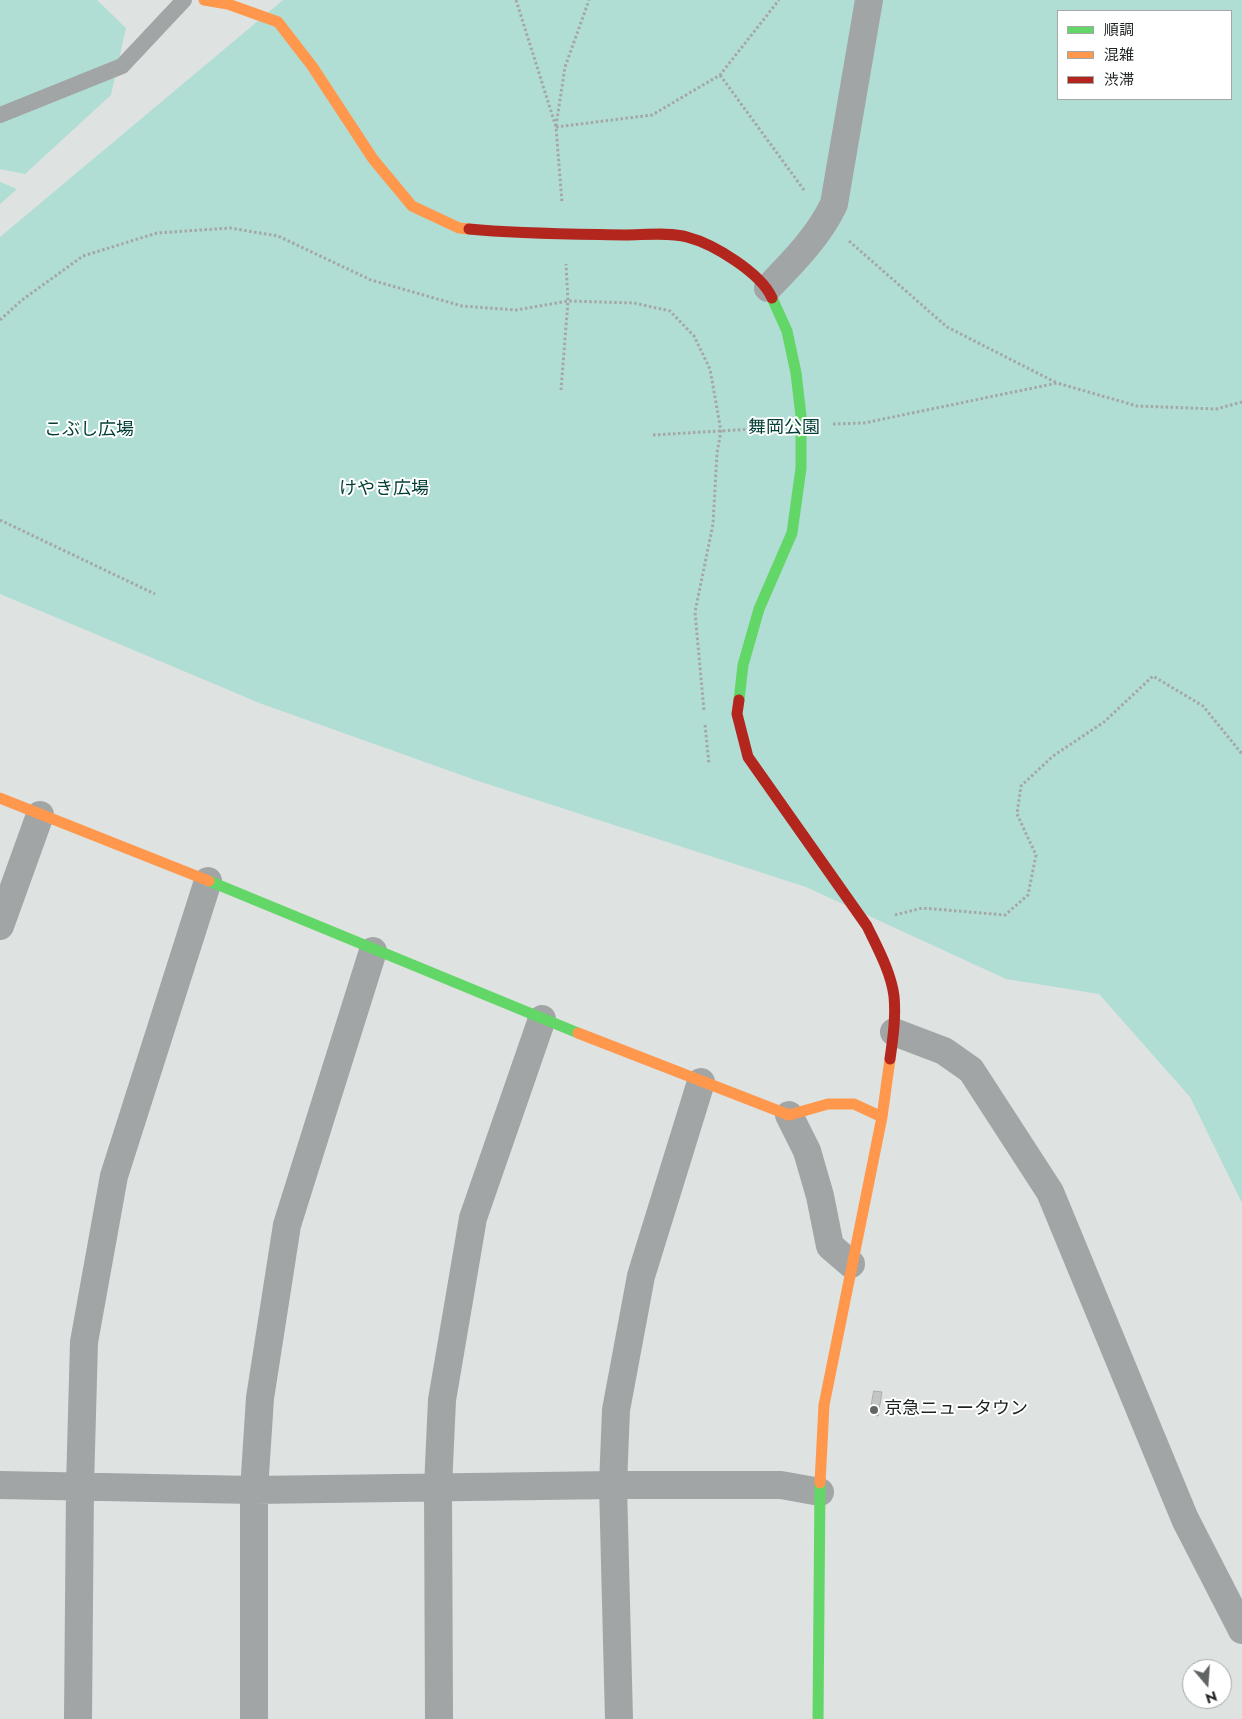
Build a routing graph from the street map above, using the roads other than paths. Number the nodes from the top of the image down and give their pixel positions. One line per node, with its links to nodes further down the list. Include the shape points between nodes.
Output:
1 (184, 0): 5 (lane, via 122,66)
2 (204, 0): 4 (street)
3 (868, 0): 6 (street, via 834,204 826,221 797,258)
4 (229, 2): 6 (street, via 278,22 312,66 373,159 412,206 459,228 507,233 686,236 737,262)
5 (0, 115)
6 (768, 288): 13 (street, via 787,331 796,373 801,416 800,468 792,533 758,609 743,665 737,714 748,757 867,926 882,957 894,995)
7 (0, 798): 8 (street)
8 (40, 815): 9 (street); 10 (street)
9 (208, 881): 11 (street); 20 (street, via 114,1176 84,1342)
10 (0, 926)
11 (374, 951): 12 (street); 22 (street, via 287,1226 260,1398)
12 (542, 1019): 14 (street); 21 (street, via 474,1218 442,1400)
13 (894, 1032): 16 (street); 24 (street, via 944,1051 971,1070 1050,1192 1185,1520)
14 (701, 1082): 15 (street); 19 (street, via 641,1276 616,1410)
15 (789, 1115): 16 (street, via 828,1104 854,1104); 17 (street, via 807,1151 830,1246)
16 (882, 1117): 17 (street)
17 (851, 1264): 23 (street, via 824,1405)
18 (0, 1485): 20 (street)
19 (613, 1485): 21 (street); 23 (street, via 781,1486); 28 (street)
20 (80, 1486): 22 (street); 25 (street)
21 (438, 1487): 22 (street); 27 (street)
22 (254, 1490): 26 (street)
23 (820, 1492): 29 (street)
24 (1242, 1630)
25 (78, 1719)
26 (254, 1719)
27 (439, 1719)
28 (619, 1719)
29 (818, 1719)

* * *

Take the listing above and print it exactly, apart from the pictures.

Build a routing graph from the street map above, using the roads other than paths. Number the nodes from the top of the image down and give their pixel positions. One line per node, with its links to nodes further down the list. Include the shape points between nodes.
Output:
1 (184, 0): 5 (lane, via 122,66)
2 (204, 0): 4 (street)
3 (868, 0): 6 (street, via 834,204 826,221 797,258)
4 (229, 2): 6 (street, via 278,22 312,66 373,159 412,206 459,228 507,233 686,236 737,262)
5 (0, 115)
6 (768, 288): 13 (street, via 787,331 796,373 801,416 800,468 792,533 758,609 743,665 737,714 748,757 867,926 882,957 894,995)
7 (0, 798): 8 (street)
8 (40, 815): 9 (street); 10 (street)
9 (208, 881): 11 (street); 20 (street, via 114,1176 84,1342)
10 (0, 926)
11 (374, 951): 12 (street); 22 (street, via 287,1226 260,1398)
12 (542, 1019): 14 (street); 21 (street, via 474,1218 442,1400)
13 (894, 1032): 16 (street); 24 (street, via 944,1051 971,1070 1050,1192 1185,1520)
14 (701, 1082): 15 (street); 19 (street, via 641,1276 616,1410)
15 (789, 1115): 16 (street, via 828,1104 854,1104); 17 (street, via 807,1151 830,1246)
16 (882, 1117): 17 (street)
17 (851, 1264): 23 (street, via 824,1405)
18 (0, 1485): 20 (street)
19 (613, 1485): 21 (street); 23 (street, via 781,1486); 28 (street)
20 (80, 1486): 22 (street); 25 (street)
21 (438, 1487): 22 (street); 27 (street)
22 (254, 1490): 26 (street)
23 (820, 1492): 29 (street)
24 (1242, 1630)
25 (78, 1719)
26 (254, 1719)
27 (439, 1719)
28 (619, 1719)
29 (818, 1719)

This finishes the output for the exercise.